2. The multi-tube for preventing splashing of the test liquid according to claim 1, characterized in that, The number of test tubes and caps is 6-12.
3. The multi-tube for preventing splashing of the test liquid according to claim 1, characterized in that, Along the axial direction of the test tube, the ratio of the length of the splash guard to the length of the test tube is M, where 1 / 6 ≤ M ≤ 1 / 4.
4. The multi-unit tube for preventing splashing of the test liquid according to claim 1, characterized in that, Two adjacent caps are connected by at least two first connecting ribs, which extend along an arc and are symmetrically arranged with respect to the center line of the connection direction of the plurality of caps.
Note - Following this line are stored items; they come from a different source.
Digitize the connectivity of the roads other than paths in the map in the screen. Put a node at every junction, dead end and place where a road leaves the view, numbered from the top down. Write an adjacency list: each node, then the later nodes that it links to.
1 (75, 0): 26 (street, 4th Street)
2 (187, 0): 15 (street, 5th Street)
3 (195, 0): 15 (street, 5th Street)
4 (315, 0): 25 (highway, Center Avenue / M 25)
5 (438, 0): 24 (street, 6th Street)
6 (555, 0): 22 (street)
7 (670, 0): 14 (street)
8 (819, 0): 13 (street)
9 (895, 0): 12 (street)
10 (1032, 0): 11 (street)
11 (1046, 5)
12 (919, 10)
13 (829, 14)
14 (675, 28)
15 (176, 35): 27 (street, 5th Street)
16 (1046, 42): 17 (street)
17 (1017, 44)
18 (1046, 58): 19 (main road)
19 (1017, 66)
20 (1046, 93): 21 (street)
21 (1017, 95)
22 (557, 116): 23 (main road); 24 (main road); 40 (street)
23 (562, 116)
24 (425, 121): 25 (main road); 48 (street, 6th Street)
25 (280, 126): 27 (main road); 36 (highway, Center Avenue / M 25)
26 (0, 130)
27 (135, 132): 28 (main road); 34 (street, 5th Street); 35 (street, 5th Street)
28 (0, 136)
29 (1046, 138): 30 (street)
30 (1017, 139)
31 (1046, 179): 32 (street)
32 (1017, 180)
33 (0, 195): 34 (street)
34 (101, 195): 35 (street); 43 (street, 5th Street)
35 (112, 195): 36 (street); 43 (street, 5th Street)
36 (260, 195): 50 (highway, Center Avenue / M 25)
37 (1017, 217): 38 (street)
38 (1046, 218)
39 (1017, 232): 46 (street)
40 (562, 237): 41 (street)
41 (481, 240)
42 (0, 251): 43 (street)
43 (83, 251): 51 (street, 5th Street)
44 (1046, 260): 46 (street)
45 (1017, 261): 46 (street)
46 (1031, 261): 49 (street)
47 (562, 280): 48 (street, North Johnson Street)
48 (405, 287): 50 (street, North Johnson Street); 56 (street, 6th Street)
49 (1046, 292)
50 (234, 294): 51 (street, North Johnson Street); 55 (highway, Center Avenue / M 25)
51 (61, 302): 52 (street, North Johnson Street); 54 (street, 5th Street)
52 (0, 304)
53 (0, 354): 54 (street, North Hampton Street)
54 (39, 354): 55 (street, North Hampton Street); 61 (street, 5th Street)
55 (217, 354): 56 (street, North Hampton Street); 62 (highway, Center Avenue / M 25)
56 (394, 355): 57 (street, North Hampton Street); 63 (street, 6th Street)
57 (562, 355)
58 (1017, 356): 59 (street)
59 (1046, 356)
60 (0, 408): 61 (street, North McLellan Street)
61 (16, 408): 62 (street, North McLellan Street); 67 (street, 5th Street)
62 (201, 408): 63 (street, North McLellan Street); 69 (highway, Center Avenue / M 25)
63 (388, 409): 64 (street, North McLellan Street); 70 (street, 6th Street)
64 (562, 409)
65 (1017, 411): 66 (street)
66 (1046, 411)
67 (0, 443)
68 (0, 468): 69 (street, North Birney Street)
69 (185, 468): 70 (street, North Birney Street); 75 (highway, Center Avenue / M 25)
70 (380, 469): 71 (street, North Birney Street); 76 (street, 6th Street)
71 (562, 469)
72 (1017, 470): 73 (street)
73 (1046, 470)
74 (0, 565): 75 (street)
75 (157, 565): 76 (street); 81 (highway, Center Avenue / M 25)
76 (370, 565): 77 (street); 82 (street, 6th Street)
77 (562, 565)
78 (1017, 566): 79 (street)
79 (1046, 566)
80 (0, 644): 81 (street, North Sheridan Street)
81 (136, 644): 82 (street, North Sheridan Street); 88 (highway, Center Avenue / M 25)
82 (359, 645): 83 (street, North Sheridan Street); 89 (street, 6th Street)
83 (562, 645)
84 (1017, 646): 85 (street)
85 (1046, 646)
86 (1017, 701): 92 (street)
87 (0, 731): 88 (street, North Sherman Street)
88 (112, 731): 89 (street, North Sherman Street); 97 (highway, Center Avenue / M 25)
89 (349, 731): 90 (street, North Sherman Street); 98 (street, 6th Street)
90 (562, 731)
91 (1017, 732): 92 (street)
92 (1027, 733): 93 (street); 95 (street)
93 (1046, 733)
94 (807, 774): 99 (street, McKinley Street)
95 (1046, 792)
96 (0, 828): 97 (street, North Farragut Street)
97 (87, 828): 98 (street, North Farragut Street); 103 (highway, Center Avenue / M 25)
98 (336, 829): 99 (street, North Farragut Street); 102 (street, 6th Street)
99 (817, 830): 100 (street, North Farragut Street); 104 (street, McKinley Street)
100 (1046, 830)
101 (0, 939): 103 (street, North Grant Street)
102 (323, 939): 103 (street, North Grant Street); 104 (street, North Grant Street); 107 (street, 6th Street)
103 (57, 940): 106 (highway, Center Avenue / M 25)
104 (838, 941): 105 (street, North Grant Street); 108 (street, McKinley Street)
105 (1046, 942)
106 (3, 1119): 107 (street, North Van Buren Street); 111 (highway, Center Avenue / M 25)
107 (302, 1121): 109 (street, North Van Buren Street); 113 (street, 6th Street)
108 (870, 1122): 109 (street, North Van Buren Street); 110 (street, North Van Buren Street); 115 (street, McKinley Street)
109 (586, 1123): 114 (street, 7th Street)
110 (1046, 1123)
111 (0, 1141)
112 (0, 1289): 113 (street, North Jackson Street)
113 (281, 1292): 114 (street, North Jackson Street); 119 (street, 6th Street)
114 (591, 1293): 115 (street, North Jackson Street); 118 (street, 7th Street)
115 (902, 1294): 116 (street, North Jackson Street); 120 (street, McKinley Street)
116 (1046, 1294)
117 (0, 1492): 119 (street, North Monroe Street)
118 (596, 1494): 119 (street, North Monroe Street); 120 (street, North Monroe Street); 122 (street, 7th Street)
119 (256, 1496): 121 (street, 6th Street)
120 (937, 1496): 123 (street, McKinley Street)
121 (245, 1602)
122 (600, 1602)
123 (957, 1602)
5. The multi-tube for preventing splashing of the test liquid according to claim 4, characterized in that, The first connecting rib and the pipe cap are an integral structure.
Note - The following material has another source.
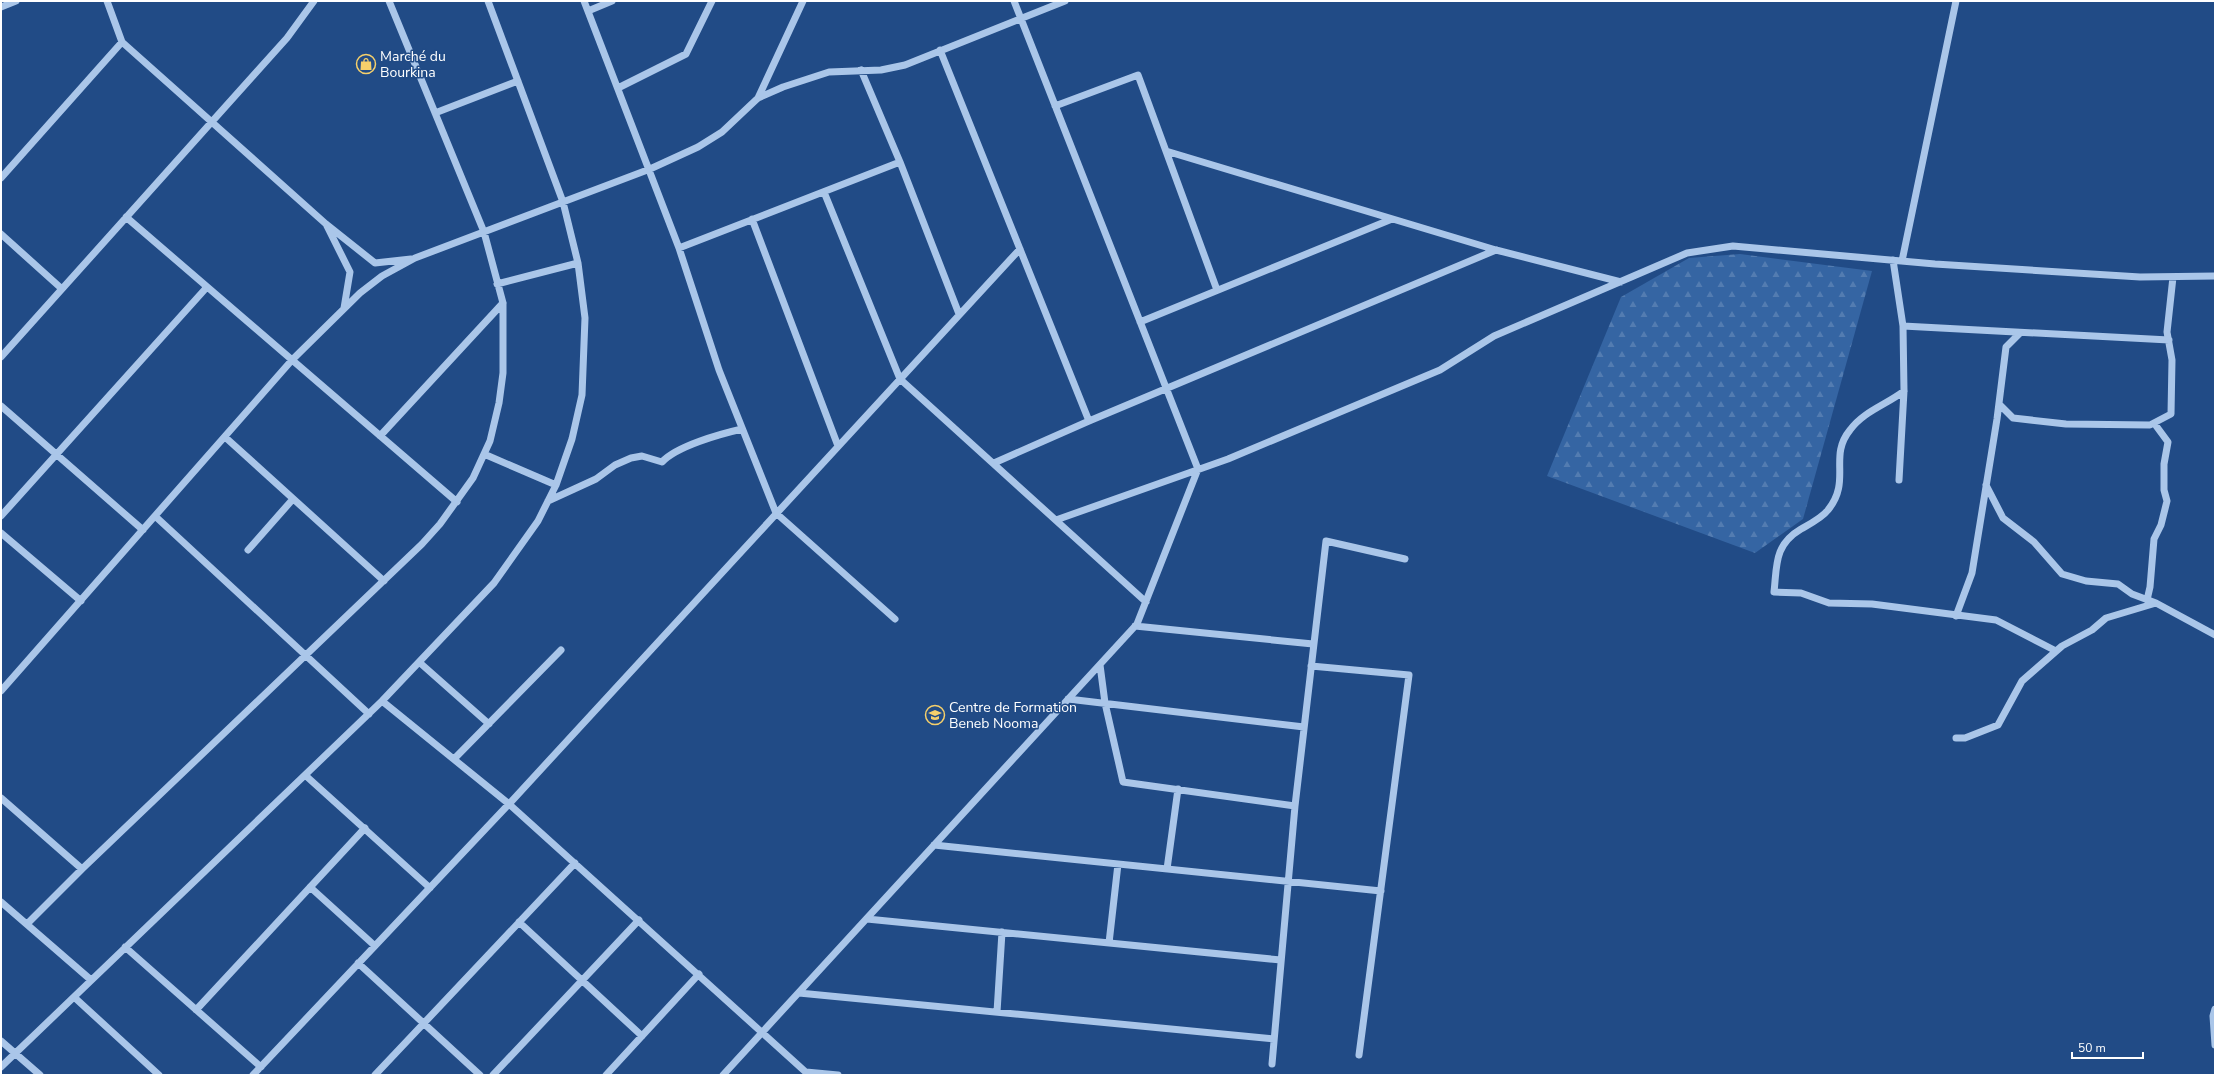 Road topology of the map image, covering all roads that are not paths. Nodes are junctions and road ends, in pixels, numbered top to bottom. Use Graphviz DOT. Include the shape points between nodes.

6. The multi-tube for preventing splashing of the test liquid according to claim 1, characterized in that, Two adjacent test tubes are connected by a second connecting rib, which is an integral part of the test tube.
7. The multi-tube for preventing splashing of the test liquid according to claim 1, characterized in that, The first opening of the splash guard is connected to the open end of the test tube; The cap includes an insertion part that can be inserted into the test tube from the test tube opening. Along the axial direction of the test tube, the ratio of the length of the insertion part to the length of the test tube is N, where 1 / 8 ≤ N ≤ 1 / 5.
8. The multi-tube for preventing splashing of the test liquid according to claim 1, characterized in that, The splash guard includes: A splash-proof surface is connected to the first opening and the second opening. The splash-proof surface is located within the first receiving cavity and is inclined relative to the central axis of the test tube.
9. The multi-tube for preventing splashing of the test liquid according to any one of claims 1 to 8, characterized in that, The test tube, the splash guard, and the tube cap are all light-transmitting components.